------ Recorded information
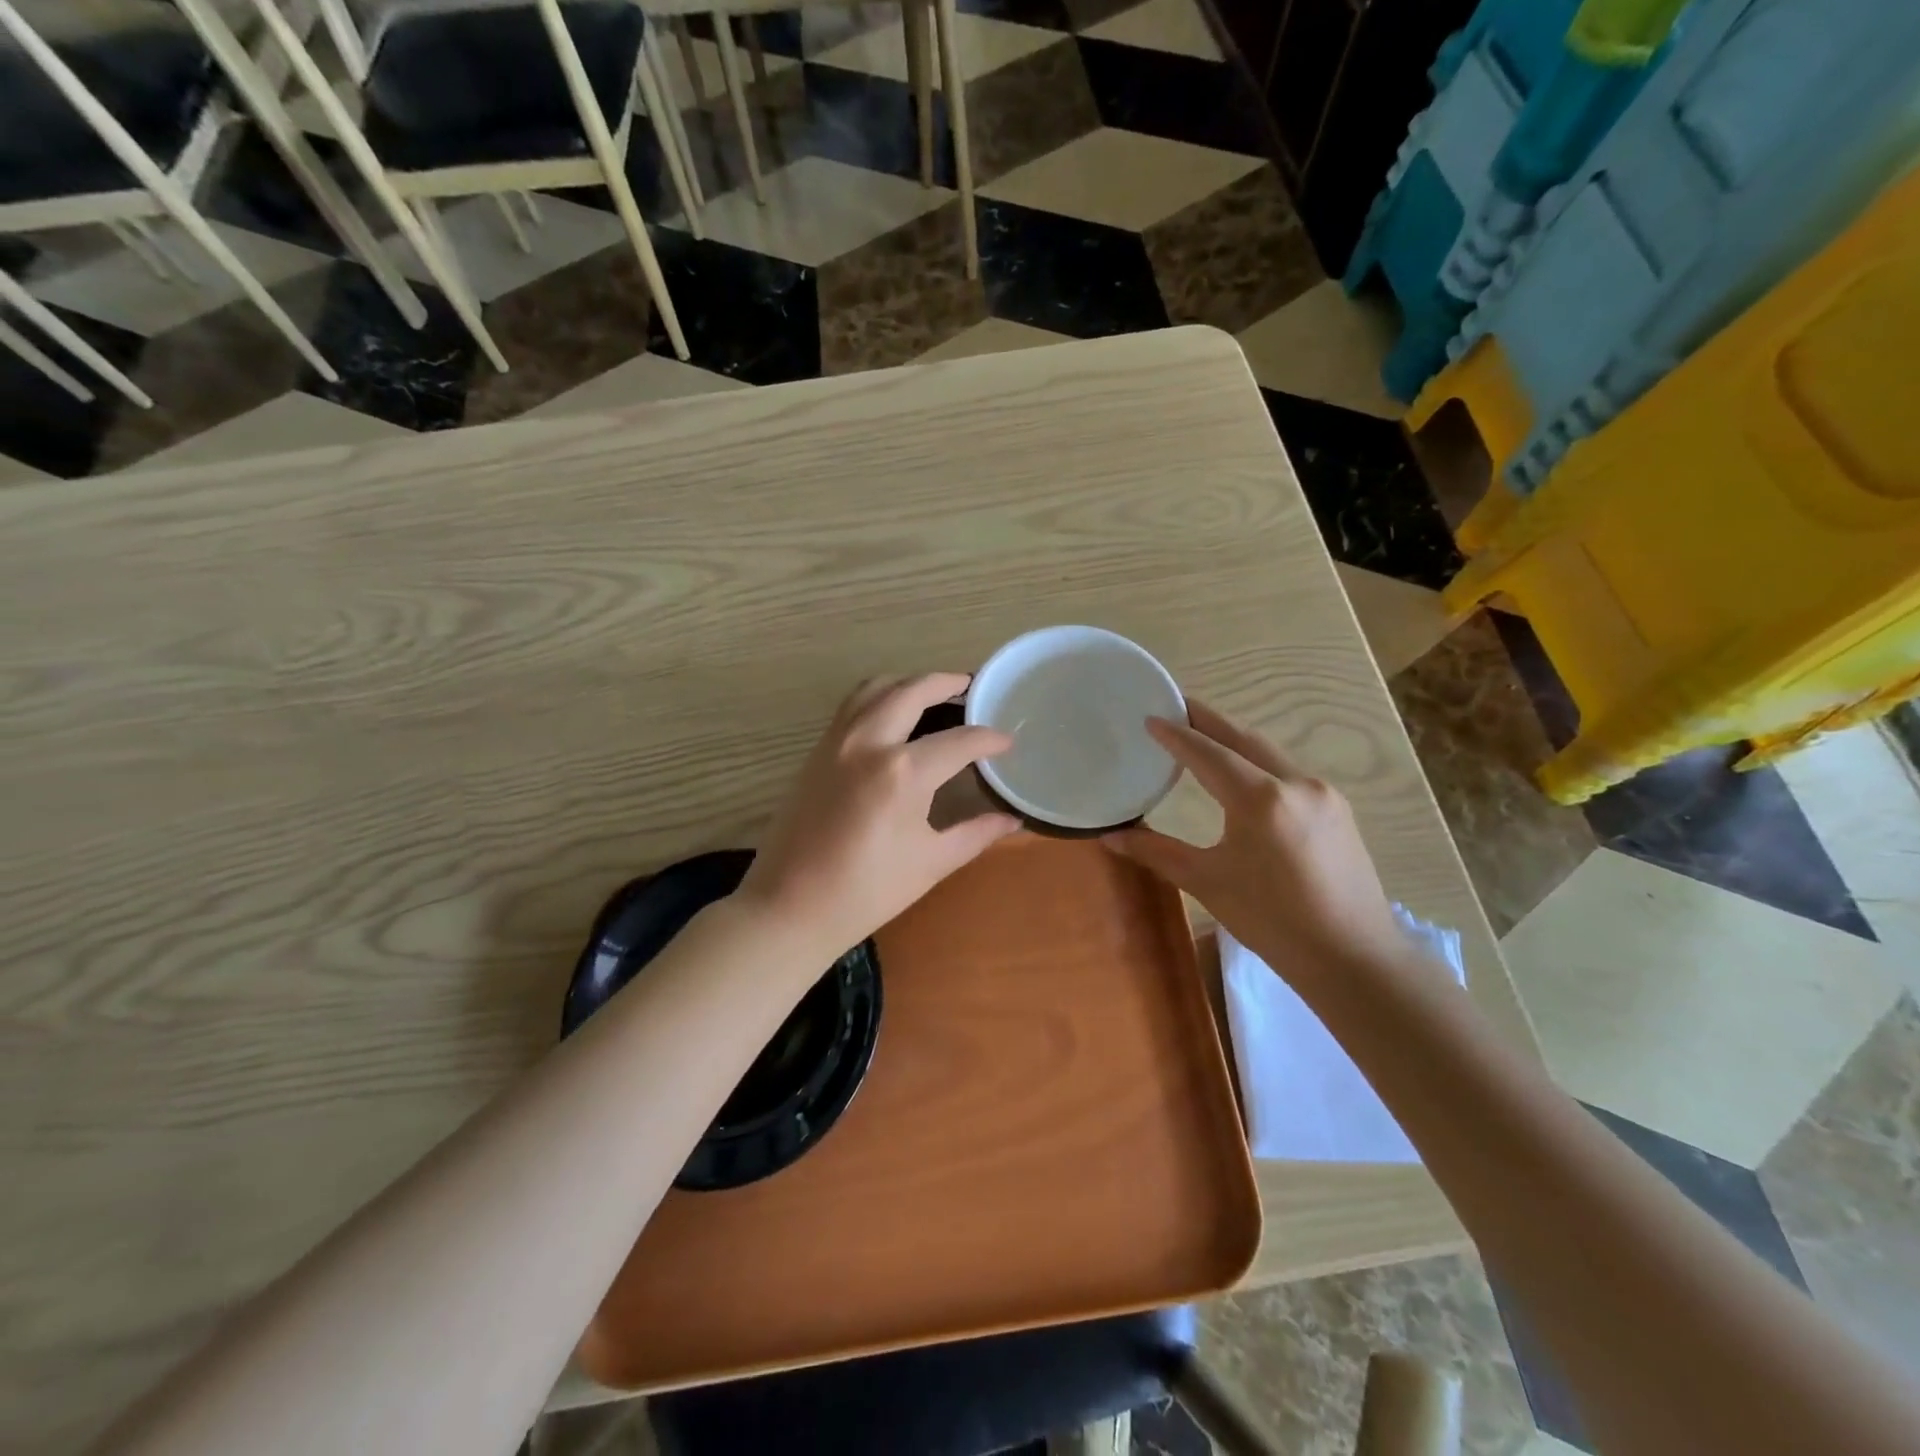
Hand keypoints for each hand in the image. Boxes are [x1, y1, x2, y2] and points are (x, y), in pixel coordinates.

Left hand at [739, 674, 1021, 957]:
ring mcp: (837, 741)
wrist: (790, 906)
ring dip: (907, 682)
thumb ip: (975, 833)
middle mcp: (869, 742)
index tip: (1008, 742)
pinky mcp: (817, 750)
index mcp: (903, 771)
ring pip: (875, 688)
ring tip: (931, 692)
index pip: (960, 741)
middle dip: (947, 683)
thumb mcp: (931, 862)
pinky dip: (878, 697)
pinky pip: (851, 706)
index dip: (989, 739)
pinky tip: (891, 715)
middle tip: (970, 687)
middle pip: (913, 691)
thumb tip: (1011, 819)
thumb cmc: (868, 891)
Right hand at [1104, 701, 1403, 977]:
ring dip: (1234, 739)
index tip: (1150, 717)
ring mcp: (1323, 793)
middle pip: (1243, 737)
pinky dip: (1258, 761)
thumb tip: (1111, 836)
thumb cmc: (1273, 922)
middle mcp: (1295, 783)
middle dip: (1207, 720)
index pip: (1208, 753)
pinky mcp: (1337, 809)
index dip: (1176, 735)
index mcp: (1260, 799)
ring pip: (1269, 752)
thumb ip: (1157, 852)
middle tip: (1176, 706)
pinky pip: (1288, 771)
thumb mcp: (1208, 883)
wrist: (1353, 957)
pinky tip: (1243, 773)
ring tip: (1203, 735)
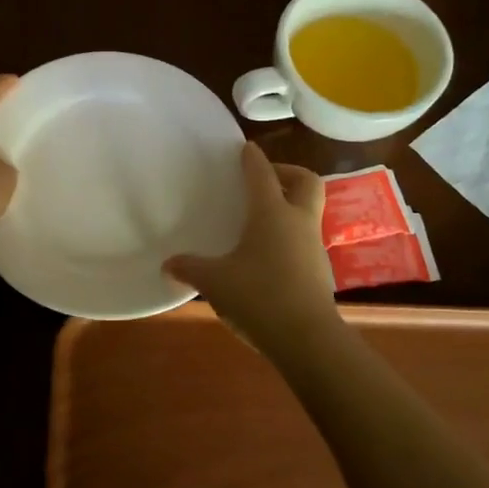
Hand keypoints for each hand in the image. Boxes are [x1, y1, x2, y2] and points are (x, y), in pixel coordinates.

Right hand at [164, 142, 338, 349]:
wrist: (307, 339)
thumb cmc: (258, 297)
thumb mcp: (214, 282)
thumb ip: (190, 268)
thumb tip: (167, 265)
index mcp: (271, 214)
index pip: (262, 174)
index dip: (252, 158)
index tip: (245, 148)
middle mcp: (298, 222)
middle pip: (305, 182)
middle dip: (288, 173)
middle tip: (265, 179)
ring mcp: (314, 247)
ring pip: (308, 212)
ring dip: (290, 207)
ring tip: (261, 221)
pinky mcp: (320, 272)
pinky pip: (305, 241)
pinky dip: (290, 237)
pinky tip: (268, 257)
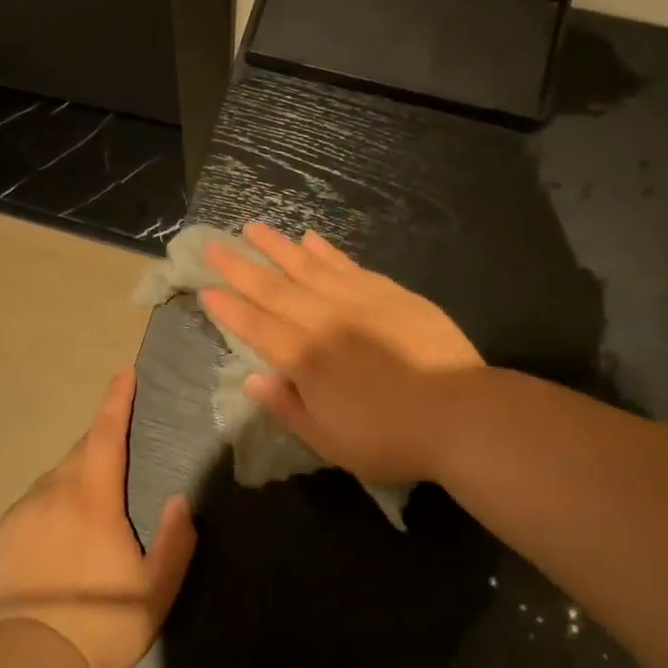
------------
## Instructions for the task
Wherever the word "pinky" appears in a line of the data, copy that line.

## Solution below
pinky mcp: (817, 750)
pinky dip: (878, 697)
pinky pip: (851, 706)
pinky tip: (891, 715)
pinky dip: (1258, 761)
pinky mcp: (1337, 809)
pinky pip: (1288, 771)
pinky tip: (1243, 773)
pinky mcp: (320, 272)
pinky pip: (305, 241)
pinky dip: (290, 237)
pinky tip: (268, 257)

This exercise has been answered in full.